Pintu tertutup di depan hidungku.

"Bang Aki!" Aku mengetok-ngetok kayu jati itu berkali-kali. Bukannya dibukakan, tanganku yang malah sakit.

"Dasar anak kecil! Bang Aki balas dendam 'kan?" Aku membuat dia harus bertemu Ellya.

Oh iya, Ellya ingin berbicara denganku. Apa lagi, ya?

Begitu aku selesai dengan penampilan rapi untuk akhir pekan ini, seseorang sudah muncul di pintu.

"Bu Ana!" seru Qiosya yang berdiri dengan papanya di ambang pintu rumah ini.

Senyumanku tidak boleh absen di depan siswaku yang manis ini. Namun, hanya di depan Qiosya. Fauzan kuabaikan keberadaannya. Walaupun aku tak menyuarakan penolakan untuk masuk ke mobilnya demi Qiosya.

"Bagaimana tidurnya tadi malam?" tanya Fauzan blak-blakan.

Hei, aku yang malu saat dia menanyakan hal pribadi itu di depan anaknya.

Aku melihat ke belakang, Qiosya sedang membaca buku. Anak itu tidak mengajakku berbicara sejak kami di kendaraan ini. Sama seperti Qiosya, aku memilih mengabaikan papanya juga.

Perjalanan dalam diam yang kami lalui ternyata tidak terasa lama. Tahu-tahu mobil ini telah berhenti di depan sekolah.

"Qiosya ayo kita turun. Terima kasih tumpangannya."

Aku hampir membuka pintu saat Fauzan menarik tanganku.

"Ini ada roti untuk sarapan," katanya menyerahkan kantung berlogo toko rotinya.

"Berikan kepada Qiosya saja," tolakku.

"Oca sudah ada sendiri. Yang ini khusus untuk Ana," imbuhnya.

"Khusus?" Aku melirik tangannya yang terulur. "Ada peletnyakah?"

Fauzan lantas tertawa. "Nggak ada. Ana nggak perlu dipelet atau diguna-guna sudah suka Abang."

"What? Hei, pede sekali Anda, Bapak."

"Oh, belum? Sebentar lagilah. Aku yakin," ujarnya dengan nada sombong.

"Lanjutkan halunya, Bapak. Rotinya enak, sih, jadi makasih udah dibawakan," ujarku mengambil apa yang sudah dia bawakan secara khusus itu.

"Terima kasih terus, terima akunya kapan?"

"Hiduplah dalam tanda tanya."

"Sagan kalau indak ado Ana di sinan." (Malas kalau tidak ada Ana di sana.)

Pintu penumpang di sebelahku diketuk. Orang itu mundur setelah melakukannya, memberikan spasi saat aku membuka pintu. Penolongku dari Fauzan. Akhirnya, aku merutuki diri sendiri yang bodohnya malah meladeni Fauzan. Kan hampir saja aku terlambat.

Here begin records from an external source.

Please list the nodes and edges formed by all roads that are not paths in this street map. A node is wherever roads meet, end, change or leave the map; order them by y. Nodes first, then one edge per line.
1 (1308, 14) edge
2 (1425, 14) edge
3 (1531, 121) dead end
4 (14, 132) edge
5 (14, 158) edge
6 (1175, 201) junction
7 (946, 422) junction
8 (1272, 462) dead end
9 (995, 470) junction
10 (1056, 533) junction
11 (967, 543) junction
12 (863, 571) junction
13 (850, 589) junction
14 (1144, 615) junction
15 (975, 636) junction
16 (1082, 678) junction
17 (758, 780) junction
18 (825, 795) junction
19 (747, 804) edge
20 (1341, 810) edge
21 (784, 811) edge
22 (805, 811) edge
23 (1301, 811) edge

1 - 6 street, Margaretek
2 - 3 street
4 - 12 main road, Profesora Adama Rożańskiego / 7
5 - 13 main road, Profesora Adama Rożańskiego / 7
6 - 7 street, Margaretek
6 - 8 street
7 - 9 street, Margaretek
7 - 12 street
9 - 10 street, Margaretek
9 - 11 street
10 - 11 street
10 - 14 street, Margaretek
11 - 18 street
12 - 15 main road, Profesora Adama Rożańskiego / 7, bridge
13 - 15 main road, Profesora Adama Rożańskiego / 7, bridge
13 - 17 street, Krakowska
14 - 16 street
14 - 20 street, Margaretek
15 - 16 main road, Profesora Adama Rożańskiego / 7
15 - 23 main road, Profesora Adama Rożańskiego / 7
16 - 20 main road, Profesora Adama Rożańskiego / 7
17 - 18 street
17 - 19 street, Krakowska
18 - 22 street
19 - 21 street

"Qiosya laporan katanya Bu Ana masih di mobil," jelas orang itu tanpa aku tanya.

"Oh, iya." Aku tak tahu akan menanggapi apa lagi.

Pak Andi pun menyamakan langkahnya yang panjang denganku.

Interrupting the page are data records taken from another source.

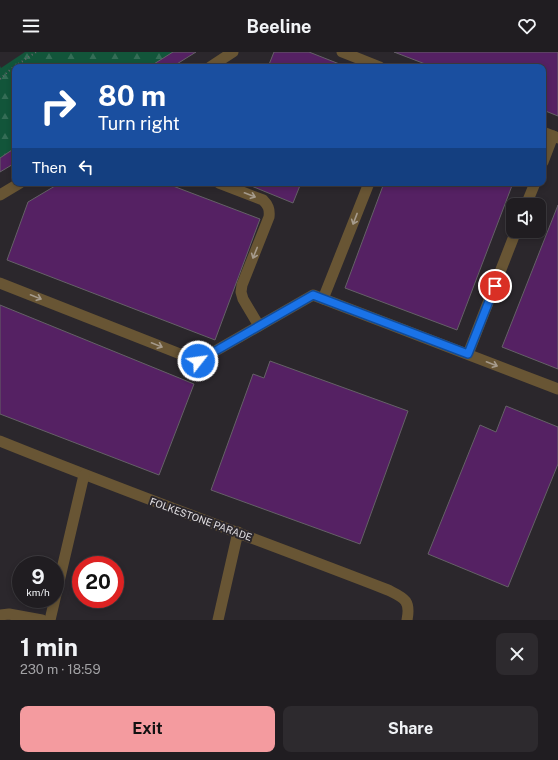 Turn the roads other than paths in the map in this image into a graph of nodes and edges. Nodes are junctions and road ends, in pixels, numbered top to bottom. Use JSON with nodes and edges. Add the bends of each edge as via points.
{"nodes":[{"id":1,"x":233,"y":52,"type":"edge"},
{"id":2,"x":342,"y":52,"type":"edge"},
{"id":3,"x":215,"y":64,"type":"edge"},
{"id":4,"x":372,"y":64,"type":"edge"},
{"id":5,"x":551,"y":135,"type":"edge"},
{"id":6,"x":546,"y":152,"type":"edge"},
{"id":7,"x":15,"y":186,"type":"edge"},
{"id":8,"x":227,"y":186,"type":"edge"},
{"id":9,"x":368,"y":186,"type":"edge"},
{"id":10,"x":534,"y":186,"type":"edge"},
{"id":11,"x":0,"y":195,"type":"edge"},
{"id":12,"x":529,"y":198,"type":"edge"},
{"id":13,"x":513,"y":238,"type":"edge"},
{"id":14,"x":0,"y":283,"type":"edge"},
{"id":15,"x":323,"y":299,"type":"junction"},
{"id":16,"x":258,"y":326,"type":"junction"},
{"id":17,"x":468,"y":354,"type":"junction"},
{"id":18,"x":558,"y":389,"type":"edge"},
{"id":19,"x":0,"y":441,"type":"edge"},
{"id":20,"x":84,"y":476,"type":"junction"},
{"id":21,"x":238,"y":532,"type":"junction"},
{"id":22,"x":0,"y":614,"type":"edge"},
{"id":23,"x":42,"y":620,"type":"edge"},
{"id":24,"x":50,"y":620,"type":"edge"},
{"id":25,"x":218,"y":620,"type":"edge"},
{"id":26,"x":407,"y":620,"type":"edge"}],
"edges":[{"from":1,"to":3,"type":"street"},
{"from":2,"to":4,"type":"street"},
{"from":5,"to":6,"type":"street"},
{"from":7,"to":11,"type":"street"},
{"from":8,"to":16,"type":"street","one_way":true,"via":[[263,200],[270,211],[241,292]]},
{"from":9,"to":15,"type":"street","one_way":true},
{"from":10,"to":12,"type":"street"},
{"from":13,"to":17,"type":"street"},
{"from":14,"to":16,"type":"street","one_way":true,"via":[[198,361]]},
{"from":15,"to":16,"type":"street","via":[[313,295]]},
{"from":15,"to":17,"type":"street"},
{"from":17,"to":18,"type":"street","one_way":true},
{"from":19,"to":20,"type":"street","name":"FOLKESTONE PARADE"},
{"from":20,"to":21,"type":"street","name":"FOLKESTONE PARADE"},
{"from":20,"to":24,"type":"street"},
{"from":21,"to":25,"type":"street"},
{"from":21,"to":26,"type":"street","name":"FOLKESTONE PARADE","via":[[402,597],[409,610]]},
{"from":22,"to":23,"type":"street"}]} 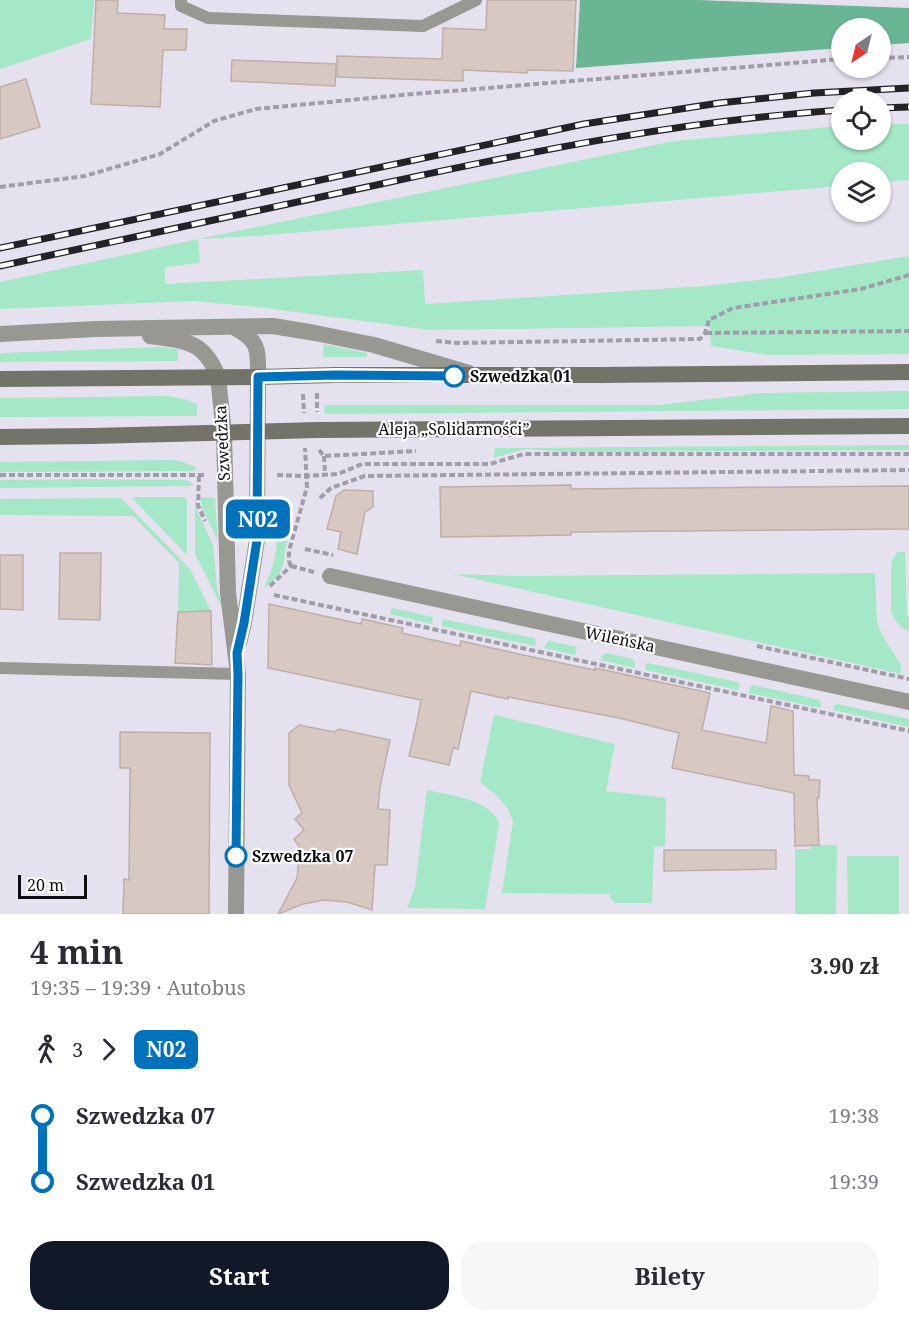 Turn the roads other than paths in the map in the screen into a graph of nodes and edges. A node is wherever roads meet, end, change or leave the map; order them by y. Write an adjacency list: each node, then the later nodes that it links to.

"Mendengar petuah orang tua untuk anaknya." Aku menjelaskan apa yang tiba-tiba lewat dalam otakku. Demi orang di sebelahku ini agar dia tidak memikirkan hal-hal di luar nalar. Yang aku tidak akan menyukai apa pun itu.

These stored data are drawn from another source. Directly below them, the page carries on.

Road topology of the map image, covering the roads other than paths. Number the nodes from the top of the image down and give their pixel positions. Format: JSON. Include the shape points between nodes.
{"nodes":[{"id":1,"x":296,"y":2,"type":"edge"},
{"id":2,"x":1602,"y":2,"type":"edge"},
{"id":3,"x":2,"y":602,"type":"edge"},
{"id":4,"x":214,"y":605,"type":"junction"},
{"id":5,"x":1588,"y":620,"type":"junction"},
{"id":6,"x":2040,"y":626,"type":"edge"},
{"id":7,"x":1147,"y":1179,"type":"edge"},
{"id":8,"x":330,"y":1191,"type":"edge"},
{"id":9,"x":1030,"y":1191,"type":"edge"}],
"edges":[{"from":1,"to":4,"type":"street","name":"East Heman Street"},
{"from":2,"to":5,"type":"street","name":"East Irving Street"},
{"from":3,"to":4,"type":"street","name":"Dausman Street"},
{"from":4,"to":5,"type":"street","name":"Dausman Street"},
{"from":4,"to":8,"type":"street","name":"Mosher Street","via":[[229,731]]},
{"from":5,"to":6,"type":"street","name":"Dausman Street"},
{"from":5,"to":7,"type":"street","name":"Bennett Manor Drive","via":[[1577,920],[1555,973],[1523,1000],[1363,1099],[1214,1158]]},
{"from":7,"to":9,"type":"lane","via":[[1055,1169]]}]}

Pak Andi mengangguk dengan senyuman tipis.

"Pak Andi duluan saja. Susah kalau mesti menyamakan langkah dengan Ana yang seperti siput jalannya."

"Tidak apa-apa. Susah-susah juga akan saya usahakan menyamakan langkah kita."

Aku mengangguk tidak berniat mendebatnya.

Pak Andi langsung ke bagian tata usaha, sementara aku ke kantor guru. Sesaat duduk, bel masuk bergema seantero sekolah. Pekerjaan akan kumulai. Sebelum itu, aku mengambil waktu beberapa menit untuk memakan bekal dari Fauzan. Ada note di dalamnya. Aku sudah menghabiskan satu roti, semoga ini betulan aman.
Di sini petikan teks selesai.